Friday, December 29, 2006

Listen to the MPR show with Katharine Loeb

The host of the show did a fantastic job--one of the best interviews I've heard or participated in on the subject.

Here's a link to the show.

Thursday, December 28, 2006

Talk to me live tomorrow!

I'll be doing a live call-in show tomorrow, Friday, December 29th, 2006, on "Midmorning," hosted by Kerri Miller and produced by Minnesota Public Radio. The other guest on the program will be Dr. Katharine Loeb, assistant professor of psychiatry at Mt. Sinai School of Medicine in New York, and an avid supporter of the Maudsley approach. We'll be discussing anorexia research and treatments, and I'm looking forward to our conversation.

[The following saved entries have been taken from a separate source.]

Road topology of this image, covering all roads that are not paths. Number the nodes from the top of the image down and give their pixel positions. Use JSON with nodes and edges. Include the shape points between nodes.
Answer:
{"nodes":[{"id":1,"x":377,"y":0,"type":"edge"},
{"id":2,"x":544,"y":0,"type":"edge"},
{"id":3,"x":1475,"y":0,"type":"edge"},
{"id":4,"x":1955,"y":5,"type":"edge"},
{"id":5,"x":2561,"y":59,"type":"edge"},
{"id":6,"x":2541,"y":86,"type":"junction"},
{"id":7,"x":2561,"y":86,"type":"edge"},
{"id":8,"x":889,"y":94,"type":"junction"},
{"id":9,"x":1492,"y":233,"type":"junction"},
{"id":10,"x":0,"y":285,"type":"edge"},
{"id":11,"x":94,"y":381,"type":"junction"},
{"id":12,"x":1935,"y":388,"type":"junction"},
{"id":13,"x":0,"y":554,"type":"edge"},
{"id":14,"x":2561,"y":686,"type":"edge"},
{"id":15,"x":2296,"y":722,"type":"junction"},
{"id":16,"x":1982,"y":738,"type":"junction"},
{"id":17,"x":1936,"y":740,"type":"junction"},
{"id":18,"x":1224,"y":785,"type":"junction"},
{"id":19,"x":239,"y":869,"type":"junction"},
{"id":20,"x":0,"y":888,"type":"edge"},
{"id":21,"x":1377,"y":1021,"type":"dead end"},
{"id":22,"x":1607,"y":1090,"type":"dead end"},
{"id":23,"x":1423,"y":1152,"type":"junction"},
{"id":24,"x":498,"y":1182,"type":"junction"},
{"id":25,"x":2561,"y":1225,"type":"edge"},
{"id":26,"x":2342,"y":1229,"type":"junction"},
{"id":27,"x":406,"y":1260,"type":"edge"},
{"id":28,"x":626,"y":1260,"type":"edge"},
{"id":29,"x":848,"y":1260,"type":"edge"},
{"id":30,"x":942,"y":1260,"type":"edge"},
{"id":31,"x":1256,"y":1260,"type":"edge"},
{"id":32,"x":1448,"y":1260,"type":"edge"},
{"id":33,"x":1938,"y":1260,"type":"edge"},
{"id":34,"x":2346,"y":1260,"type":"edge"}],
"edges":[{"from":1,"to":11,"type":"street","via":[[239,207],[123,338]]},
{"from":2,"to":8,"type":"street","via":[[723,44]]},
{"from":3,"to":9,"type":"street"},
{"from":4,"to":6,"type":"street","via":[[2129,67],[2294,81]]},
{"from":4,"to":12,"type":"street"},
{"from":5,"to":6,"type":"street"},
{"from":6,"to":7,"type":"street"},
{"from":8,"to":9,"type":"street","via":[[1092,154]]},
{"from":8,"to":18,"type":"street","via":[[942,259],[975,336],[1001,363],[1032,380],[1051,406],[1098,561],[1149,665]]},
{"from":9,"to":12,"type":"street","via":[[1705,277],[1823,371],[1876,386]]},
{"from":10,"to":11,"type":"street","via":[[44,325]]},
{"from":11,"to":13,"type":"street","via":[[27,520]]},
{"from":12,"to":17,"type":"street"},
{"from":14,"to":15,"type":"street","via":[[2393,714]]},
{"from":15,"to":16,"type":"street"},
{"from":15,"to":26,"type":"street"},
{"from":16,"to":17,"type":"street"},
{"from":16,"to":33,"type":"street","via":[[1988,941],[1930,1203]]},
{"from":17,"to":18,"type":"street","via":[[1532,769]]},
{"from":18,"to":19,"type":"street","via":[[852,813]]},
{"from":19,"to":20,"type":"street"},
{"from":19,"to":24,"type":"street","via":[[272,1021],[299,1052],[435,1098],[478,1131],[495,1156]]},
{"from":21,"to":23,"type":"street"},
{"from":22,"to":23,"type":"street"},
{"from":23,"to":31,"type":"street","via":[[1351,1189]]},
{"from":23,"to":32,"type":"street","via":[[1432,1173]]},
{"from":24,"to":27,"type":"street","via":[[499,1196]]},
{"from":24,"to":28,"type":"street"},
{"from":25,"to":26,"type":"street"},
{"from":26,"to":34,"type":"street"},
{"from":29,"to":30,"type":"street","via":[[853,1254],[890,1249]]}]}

The show airs at 9 a.m. central time. You should be able to catch it online at http://news.mpr.org/programs/midmorning/. Call in with your questions at 651-290-1592.

Talk to you tomorrow!

Wednesday, December 27, 2006

Is Anorexia Cultural?

That's the $64,000 question. Folks in Brazil are wondering why so many women are dying of anorexia there. Is there something about the culture that is suddenly contributing to a surge of cases? Is the media reporting on anorexia more? What's going on?

More and more, researchers see a genetic component to anorexia and other eating disorders, including chromosomal abnormalities. A 2006 study that looked at anorexia and twins found that genetics accounted for more than half the cases of anorexia, suggesting that people are born with a susceptibility to anorexia and then get triggered during the vulnerable time of adolescence and young adulthood.

Makes sense to me. If culture were the sole culprit, anorexia would be far more prevalent than it is.

Brazil is a country where many people don't have enough to eat; anorexia is typically a disease of "starvation in the midst of abundance." Maybe the rise in prevalence--if there is one--is a symptom of widening gap between the very rich and the rest of the country in Brazil. Maybe it's a sign that the Brazilian economy is improving.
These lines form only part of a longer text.